== RECORDS SUPPLIED

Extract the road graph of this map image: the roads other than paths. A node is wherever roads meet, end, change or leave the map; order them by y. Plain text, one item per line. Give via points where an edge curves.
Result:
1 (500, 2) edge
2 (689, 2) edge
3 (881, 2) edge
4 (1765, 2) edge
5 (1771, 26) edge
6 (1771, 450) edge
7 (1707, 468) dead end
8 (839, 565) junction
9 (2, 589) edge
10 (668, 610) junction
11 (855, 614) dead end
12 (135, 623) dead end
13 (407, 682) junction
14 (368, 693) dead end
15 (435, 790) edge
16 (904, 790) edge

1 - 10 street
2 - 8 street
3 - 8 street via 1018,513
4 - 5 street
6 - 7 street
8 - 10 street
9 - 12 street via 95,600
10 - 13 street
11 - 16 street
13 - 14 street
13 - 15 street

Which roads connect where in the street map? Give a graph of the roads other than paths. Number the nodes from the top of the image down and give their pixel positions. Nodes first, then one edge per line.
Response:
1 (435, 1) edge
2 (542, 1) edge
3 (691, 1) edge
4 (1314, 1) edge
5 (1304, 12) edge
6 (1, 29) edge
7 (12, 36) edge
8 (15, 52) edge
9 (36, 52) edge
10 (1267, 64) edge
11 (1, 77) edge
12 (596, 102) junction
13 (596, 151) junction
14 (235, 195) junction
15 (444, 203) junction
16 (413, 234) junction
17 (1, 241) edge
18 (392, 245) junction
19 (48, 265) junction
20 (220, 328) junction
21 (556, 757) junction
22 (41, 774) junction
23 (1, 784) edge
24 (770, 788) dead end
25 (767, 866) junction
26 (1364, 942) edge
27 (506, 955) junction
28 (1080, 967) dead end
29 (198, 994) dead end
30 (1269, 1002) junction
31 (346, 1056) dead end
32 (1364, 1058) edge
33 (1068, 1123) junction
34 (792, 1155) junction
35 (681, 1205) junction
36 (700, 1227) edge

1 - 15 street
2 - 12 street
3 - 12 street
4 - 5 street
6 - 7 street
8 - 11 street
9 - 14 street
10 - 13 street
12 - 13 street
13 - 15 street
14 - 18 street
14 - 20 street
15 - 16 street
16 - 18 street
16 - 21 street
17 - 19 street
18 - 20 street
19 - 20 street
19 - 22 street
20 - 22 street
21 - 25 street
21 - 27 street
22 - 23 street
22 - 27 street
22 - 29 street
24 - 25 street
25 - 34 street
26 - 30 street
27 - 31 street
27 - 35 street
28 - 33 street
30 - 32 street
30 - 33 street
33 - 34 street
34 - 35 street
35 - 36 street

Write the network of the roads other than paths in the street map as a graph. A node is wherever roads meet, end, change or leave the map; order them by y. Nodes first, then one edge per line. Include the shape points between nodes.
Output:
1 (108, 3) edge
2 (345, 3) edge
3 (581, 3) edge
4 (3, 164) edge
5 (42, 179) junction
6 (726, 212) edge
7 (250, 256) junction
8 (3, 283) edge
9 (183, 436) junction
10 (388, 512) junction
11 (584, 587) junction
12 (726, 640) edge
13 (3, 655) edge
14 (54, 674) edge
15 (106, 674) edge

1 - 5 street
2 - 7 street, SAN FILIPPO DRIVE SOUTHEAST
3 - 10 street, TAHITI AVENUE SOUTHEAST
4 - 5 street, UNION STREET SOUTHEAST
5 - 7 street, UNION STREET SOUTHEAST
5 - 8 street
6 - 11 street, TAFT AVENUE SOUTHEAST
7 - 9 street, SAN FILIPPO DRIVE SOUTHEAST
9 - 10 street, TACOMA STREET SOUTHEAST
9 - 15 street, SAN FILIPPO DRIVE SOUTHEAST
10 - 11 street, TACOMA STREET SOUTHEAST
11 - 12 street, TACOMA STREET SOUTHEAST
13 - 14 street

====

● **TASK DESCRIPTION**:
Return each entry without altering a single word.

● **ANSWER TO THIS TASK**:
Extract the road graph of this map image: the roads other than paths. A node is wherever roads meet, end, change or leave the map; order them by y. Plain text, one item per line. Give via points where an edge curves.
Result:
1 (500, 2) edge
2 (689, 2) edge
3 (881, 2) edge
4 (1765, 2) edge
5 (1771, 26) edge
6 (1771, 450) edge
7 (1707, 468) dead end
8 (839, 565) junction
9 (2, 589) edge
10 (668, 610) junction
11 (855, 614) dead end
12 (135, 623) dead end
13 (407, 682) junction
14 (368, 693) dead end
15 (435, 790) edge
16 (904, 790) edge

1 - 10 street
2 - 8 street
3 - 8 street via 1018,513
4 - 5 street
6 - 7 street
8 - 10 street
9 - 12 street via 95,600
10 - 13 street
11 - 16 street
13 - 14 street
13 - 15 street

Which roads connect where in the street map? Give a graph of the roads other than paths. Number the nodes from the top of the image down and give their pixel positions. Nodes first, then one edge per line.
Response:
1 (435, 1) edge
2 (542, 1) edge
3 (691, 1) edge
4 (1314, 1) edge
5 (1304, 12) edge
6 (1, 29) edge
7 (12, 36) edge
8 (15, 52) edge
9 (36, 52) edge
10 (1267, 64) edge
11 (1, 77) edge
12 (596, 102) junction
13 (596, 151) junction
14 (235, 195) junction
15 (444, 203) junction
16 (413, 234) junction
17 (1, 241) edge
18 (392, 245) junction
19 (48, 265) junction
20 (220, 328) junction
21 (556, 757) junction
22 (41, 774) junction
23 (1, 784) edge
24 (770, 788) dead end
25 (767, 866) junction
26 (1364, 942) edge
27 (506, 955) junction
28 (1080, 967) dead end
29 (198, 994) dead end
30 (1269, 1002) junction
31 (346, 1056) dead end
32 (1364, 1058) edge
33 (1068, 1123) junction
34 (792, 1155) junction
35 (681, 1205) junction
36 (700, 1227) edge

1 - 15 street
2 - 12 street
3 - 12 street
4 - 5 street
6 - 7 street
8 - 11 street
9 - 14 street
10 - 13 street
12 - 13 street
13 - 15 street
14 - 18 street
14 - 20 street
15 - 16 street
16 - 18 street
16 - 21 street
17 - 19 street
18 - 20 street
19 - 20 street
19 - 22 street
20 - 22 street
21 - 25 street
21 - 27 street
22 - 23 street
22 - 27 street
22 - 29 street
24 - 25 street
25 - 34 street
26 - 30 street
27 - 31 street
27 - 35 street
28 - 33 street
30 - 32 street
30 - 33 street
33 - 34 street
34 - 35 street
35 - 36 street

Write the network of the roads other than paths in the street map as a graph. A node is wherever roads meet, end, change or leave the map; order them by y. Nodes first, then one edge per line. Include the shape points between nodes.
Output:
1 (108, 3) edge
2 (345, 3) edge
3 (581, 3) edge
4 (3, 164) edge
5 (42, 179) junction
6 (726, 212) edge
7 (250, 256) junction
8 (3, 283) edge
9 (183, 436) junction
10 (388, 512) junction
11 (584, 587) junction
12 (726, 640) edge
13 (3, 655) edge
14 (54, 674) edge
15 (106, 674) edge

1 - 5 street
2 - 7 street, SAN FILIPPO DRIVE SOUTHEAST
3 - 10 street, TAHITI AVENUE SOUTHEAST
4 - 5 street, UNION STREET SOUTHEAST
5 - 7 street, UNION STREET SOUTHEAST
5 - 8 street
6 - 11 street, TAFT AVENUE SOUTHEAST
7 - 9 street, SAN FILIPPO DRIVE SOUTHEAST
9 - 10 street, TACOMA STREET SOUTHEAST
9 - 15 street, SAN FILIPPO DRIVE SOUTHEAST
10 - 11 street, TACOMA STREET SOUTHEAST
11 - 12 street, TACOMA STREET SOUTHEAST
13 - 14 street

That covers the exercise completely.